Exercise objective - Each line in the entries below that holds the word "Viale" belongs in the answer.

Supplied records -
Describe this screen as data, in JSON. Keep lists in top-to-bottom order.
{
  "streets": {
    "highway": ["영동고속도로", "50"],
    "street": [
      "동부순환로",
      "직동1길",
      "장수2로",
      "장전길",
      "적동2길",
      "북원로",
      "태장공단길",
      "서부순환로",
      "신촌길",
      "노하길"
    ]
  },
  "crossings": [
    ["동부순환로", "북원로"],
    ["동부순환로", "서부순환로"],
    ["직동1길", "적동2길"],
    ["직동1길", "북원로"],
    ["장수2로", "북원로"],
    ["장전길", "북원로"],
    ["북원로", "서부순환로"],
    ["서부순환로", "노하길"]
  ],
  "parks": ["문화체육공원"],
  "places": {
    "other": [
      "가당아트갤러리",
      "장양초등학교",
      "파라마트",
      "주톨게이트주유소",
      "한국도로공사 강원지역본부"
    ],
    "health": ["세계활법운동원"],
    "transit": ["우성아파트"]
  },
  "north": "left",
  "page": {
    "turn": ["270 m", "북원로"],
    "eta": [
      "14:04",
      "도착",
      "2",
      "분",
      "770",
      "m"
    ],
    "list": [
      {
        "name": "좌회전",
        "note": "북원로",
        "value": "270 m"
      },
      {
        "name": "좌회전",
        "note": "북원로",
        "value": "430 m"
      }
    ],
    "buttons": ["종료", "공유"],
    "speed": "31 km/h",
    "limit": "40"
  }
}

* * *

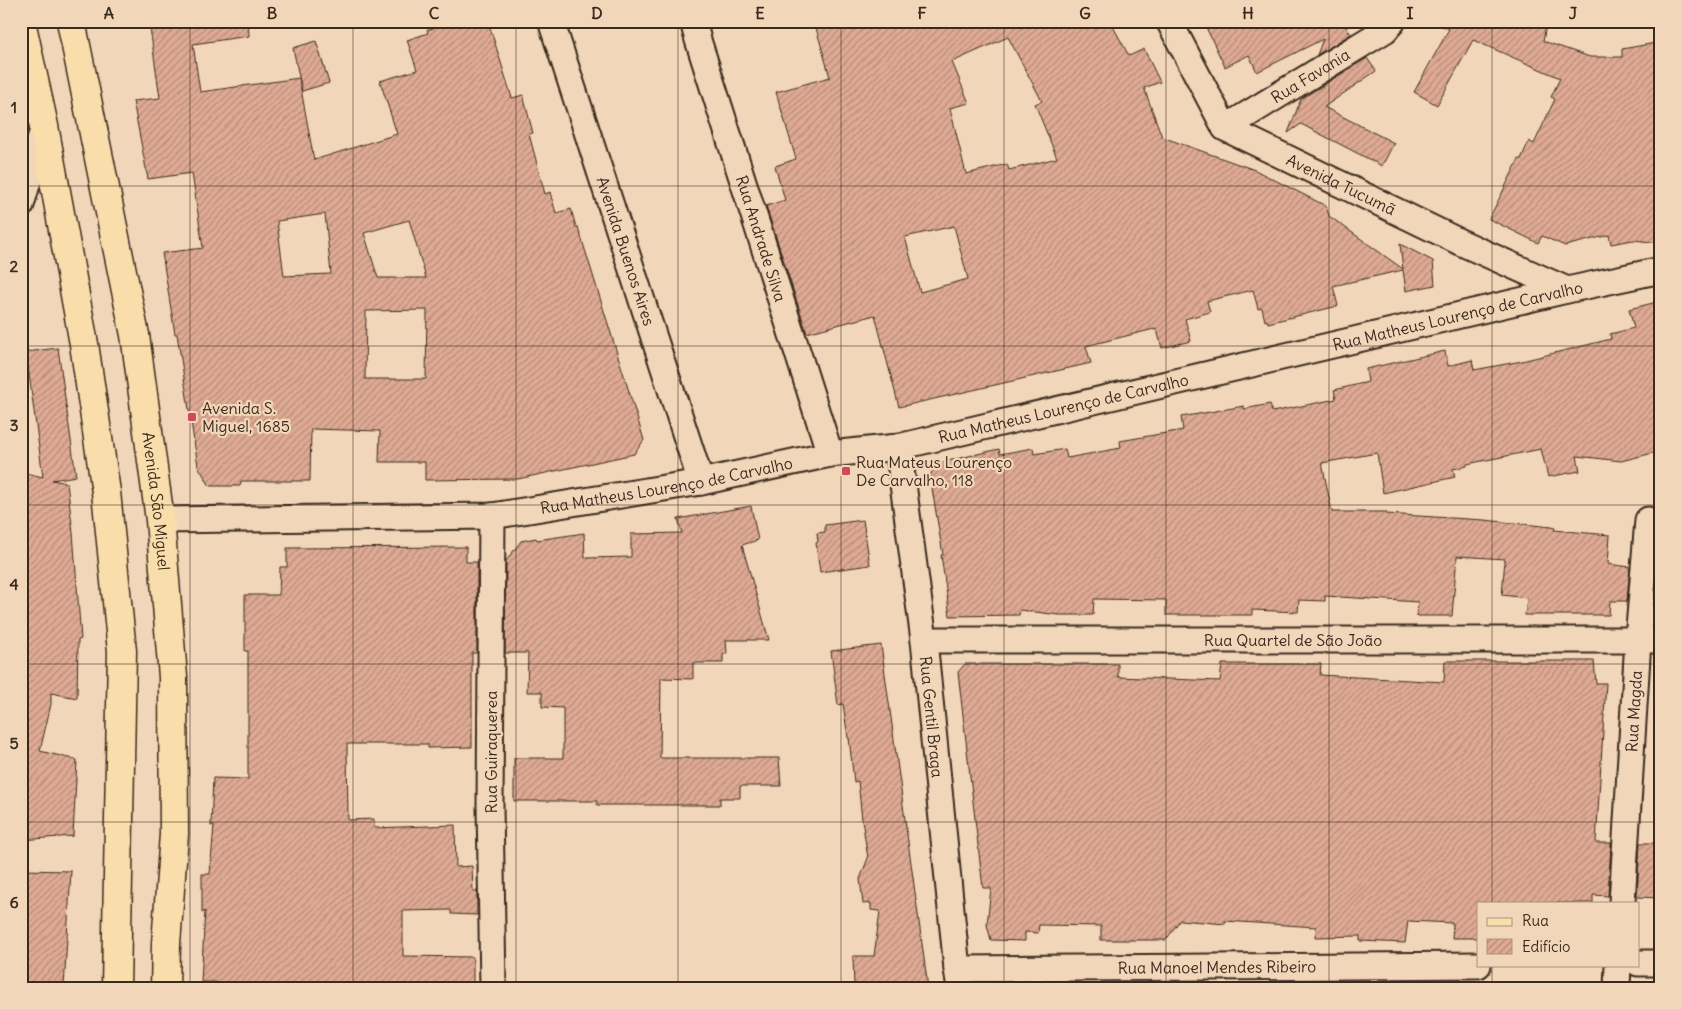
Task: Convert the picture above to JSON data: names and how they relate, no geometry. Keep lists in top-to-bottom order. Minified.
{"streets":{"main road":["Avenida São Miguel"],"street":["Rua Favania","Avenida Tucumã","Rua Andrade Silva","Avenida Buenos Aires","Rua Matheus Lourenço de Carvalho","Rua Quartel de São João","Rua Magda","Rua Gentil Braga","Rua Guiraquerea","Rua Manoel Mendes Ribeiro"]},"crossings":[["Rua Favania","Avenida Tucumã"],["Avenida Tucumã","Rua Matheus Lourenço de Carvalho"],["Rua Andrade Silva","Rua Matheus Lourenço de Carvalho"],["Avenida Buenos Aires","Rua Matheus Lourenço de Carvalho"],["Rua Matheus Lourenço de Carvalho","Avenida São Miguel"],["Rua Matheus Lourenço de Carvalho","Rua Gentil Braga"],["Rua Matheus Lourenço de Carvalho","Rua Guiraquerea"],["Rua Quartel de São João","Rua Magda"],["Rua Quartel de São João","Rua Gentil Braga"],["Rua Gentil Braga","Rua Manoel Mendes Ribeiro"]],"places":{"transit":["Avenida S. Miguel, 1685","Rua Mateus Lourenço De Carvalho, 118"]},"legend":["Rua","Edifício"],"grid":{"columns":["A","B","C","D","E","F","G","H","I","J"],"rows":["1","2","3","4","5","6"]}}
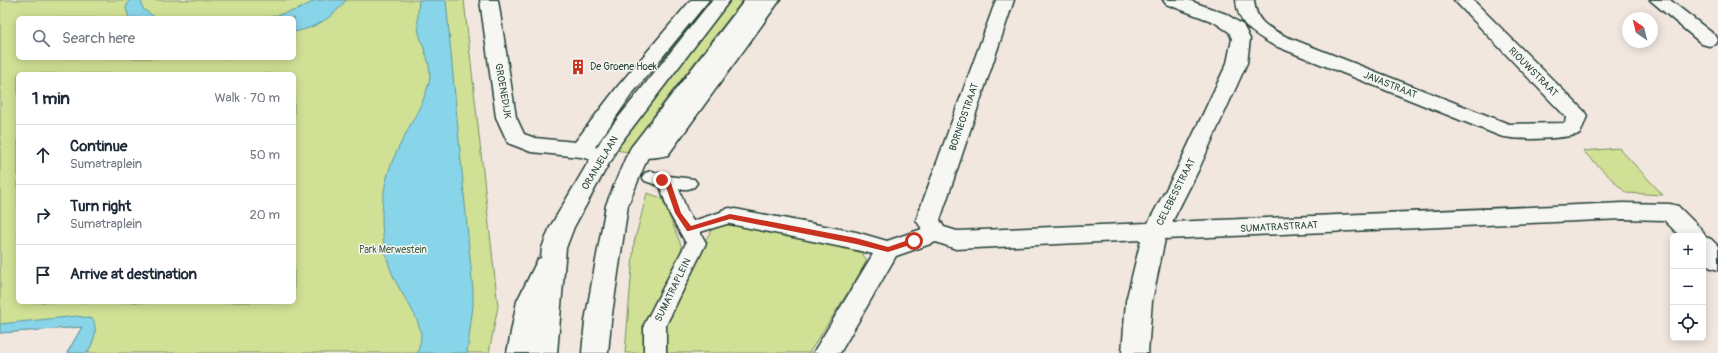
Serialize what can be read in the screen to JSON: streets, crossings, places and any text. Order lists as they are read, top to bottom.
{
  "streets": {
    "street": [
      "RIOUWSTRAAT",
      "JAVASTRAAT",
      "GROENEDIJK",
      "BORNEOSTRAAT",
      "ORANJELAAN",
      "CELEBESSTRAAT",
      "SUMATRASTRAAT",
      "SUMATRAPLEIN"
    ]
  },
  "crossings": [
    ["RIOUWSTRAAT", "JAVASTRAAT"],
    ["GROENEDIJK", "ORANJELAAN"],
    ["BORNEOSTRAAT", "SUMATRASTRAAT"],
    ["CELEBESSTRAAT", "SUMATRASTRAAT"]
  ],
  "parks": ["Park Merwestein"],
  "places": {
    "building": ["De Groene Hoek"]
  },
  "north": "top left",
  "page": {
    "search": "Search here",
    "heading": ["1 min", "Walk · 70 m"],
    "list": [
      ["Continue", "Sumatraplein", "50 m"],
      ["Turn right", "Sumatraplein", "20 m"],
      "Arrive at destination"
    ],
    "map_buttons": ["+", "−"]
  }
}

==

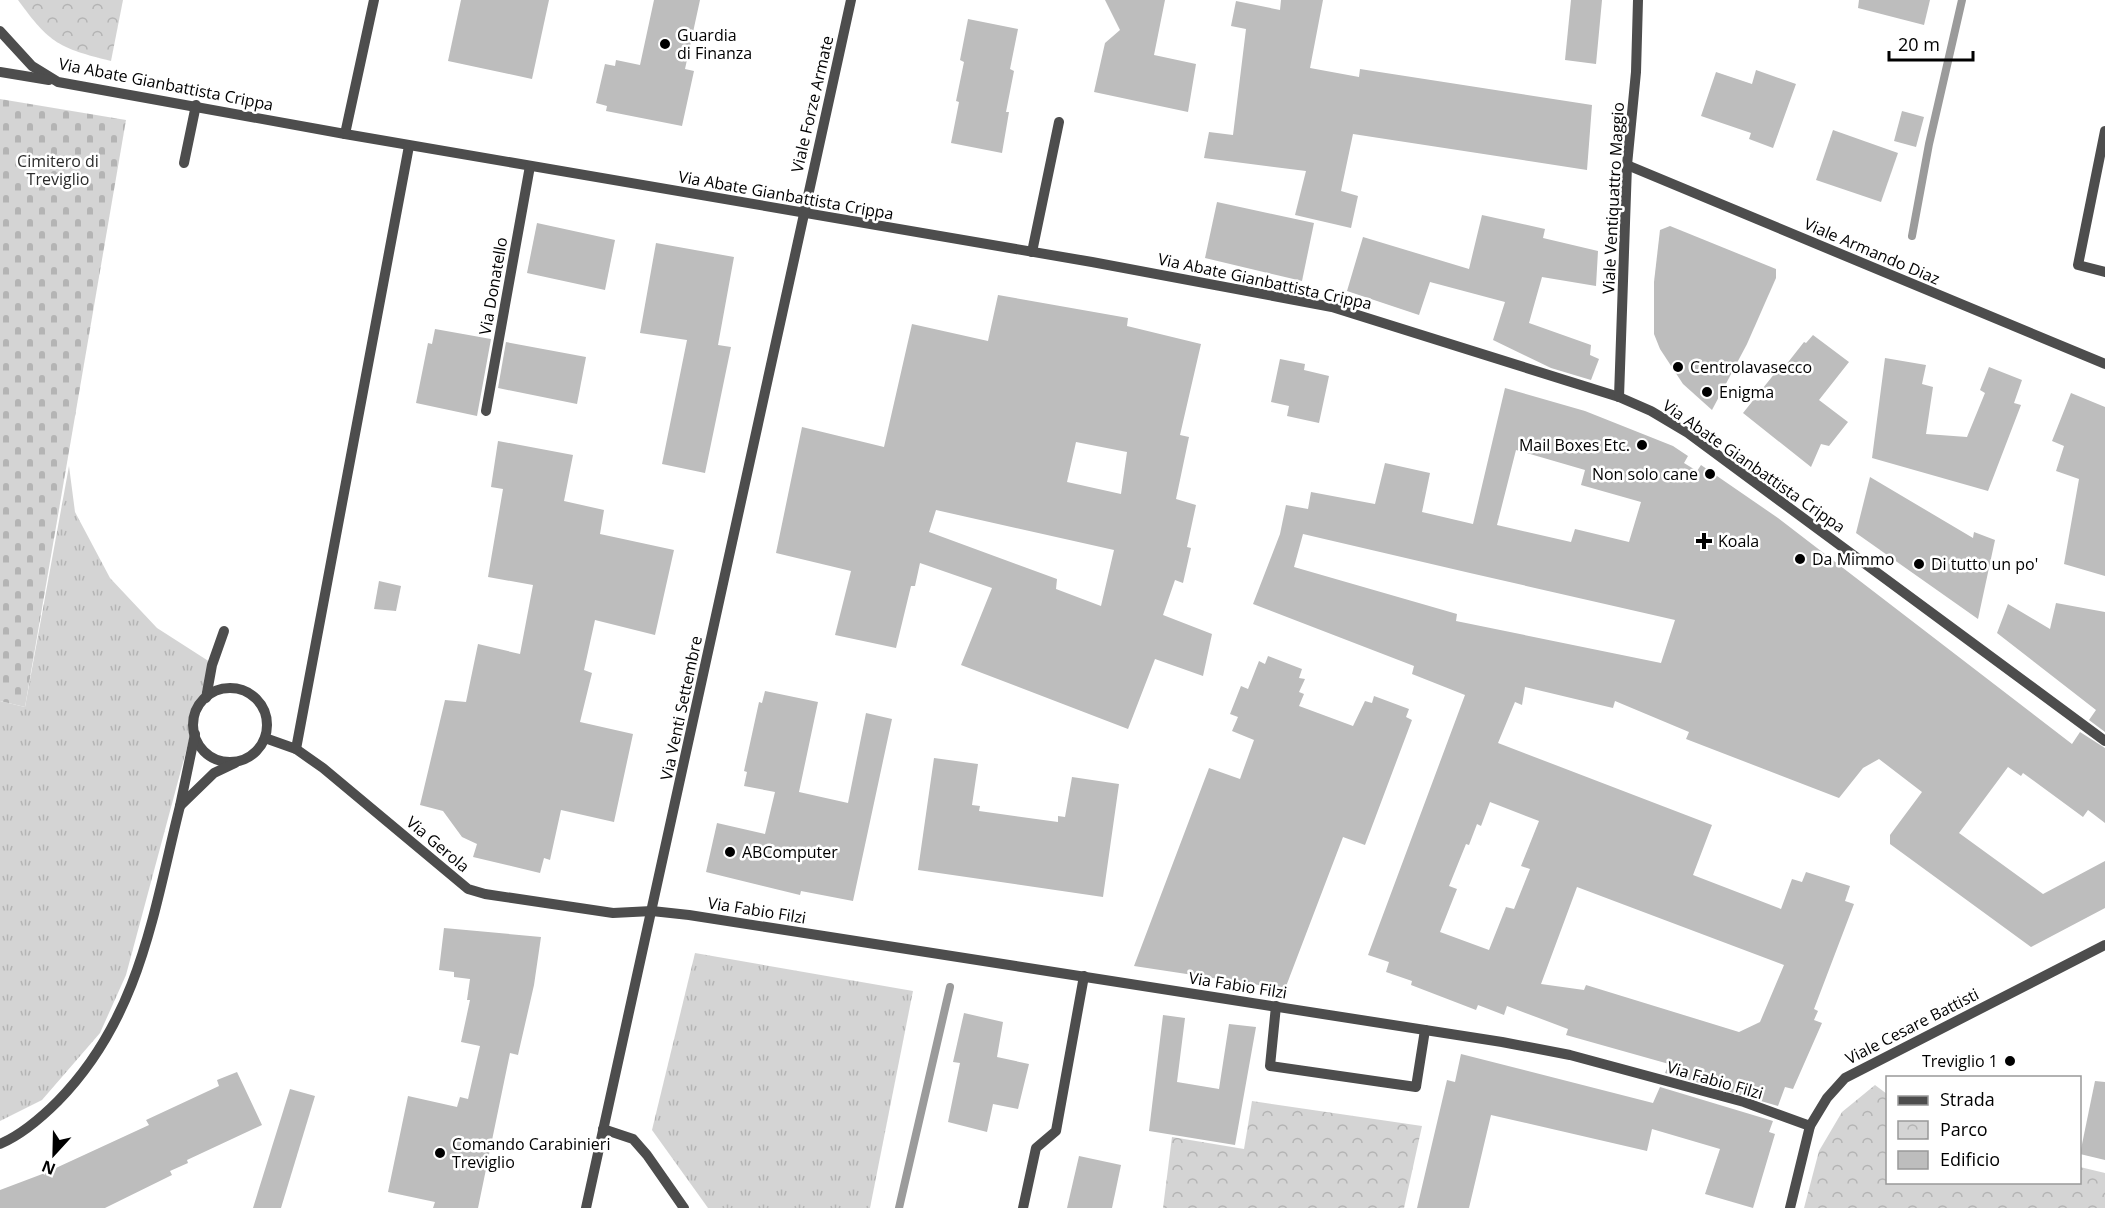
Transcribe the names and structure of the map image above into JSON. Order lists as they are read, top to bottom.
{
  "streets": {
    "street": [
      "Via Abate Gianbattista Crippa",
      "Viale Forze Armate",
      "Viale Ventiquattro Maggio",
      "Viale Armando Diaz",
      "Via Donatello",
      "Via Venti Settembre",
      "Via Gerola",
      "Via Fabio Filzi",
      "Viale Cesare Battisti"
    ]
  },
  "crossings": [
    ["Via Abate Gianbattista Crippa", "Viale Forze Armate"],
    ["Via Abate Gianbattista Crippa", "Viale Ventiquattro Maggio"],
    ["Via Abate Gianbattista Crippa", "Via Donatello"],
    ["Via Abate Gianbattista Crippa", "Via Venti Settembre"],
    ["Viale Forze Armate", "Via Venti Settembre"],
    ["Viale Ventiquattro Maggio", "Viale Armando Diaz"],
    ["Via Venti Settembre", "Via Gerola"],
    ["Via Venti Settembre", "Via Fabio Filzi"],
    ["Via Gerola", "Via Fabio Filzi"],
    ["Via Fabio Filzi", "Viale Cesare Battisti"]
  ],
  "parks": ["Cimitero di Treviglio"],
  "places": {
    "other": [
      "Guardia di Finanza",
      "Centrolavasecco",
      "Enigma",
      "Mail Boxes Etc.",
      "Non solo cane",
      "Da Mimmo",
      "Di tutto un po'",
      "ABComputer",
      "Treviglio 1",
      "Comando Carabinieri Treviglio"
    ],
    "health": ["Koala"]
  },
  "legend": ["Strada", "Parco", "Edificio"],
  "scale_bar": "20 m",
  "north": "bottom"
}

Result for this task -
      "Viale Forze Armate",
      "Viale Ventiquattro Maggio",
      "Viale Armando Diaz",
      "Viale Cesare Battisti"
    ["Via Abate Gianbattista Crippa", "Viale Forze Armate"],
    ["Via Abate Gianbattista Crippa", "Viale Ventiquattro Maggio"],
    ["Viale Forze Armate", "Via Venti Settembre"],
    ["Viale Ventiquattro Maggio", "Viale Armando Diaz"],
    ["Via Fabio Filzi", "Viale Cesare Battisti"]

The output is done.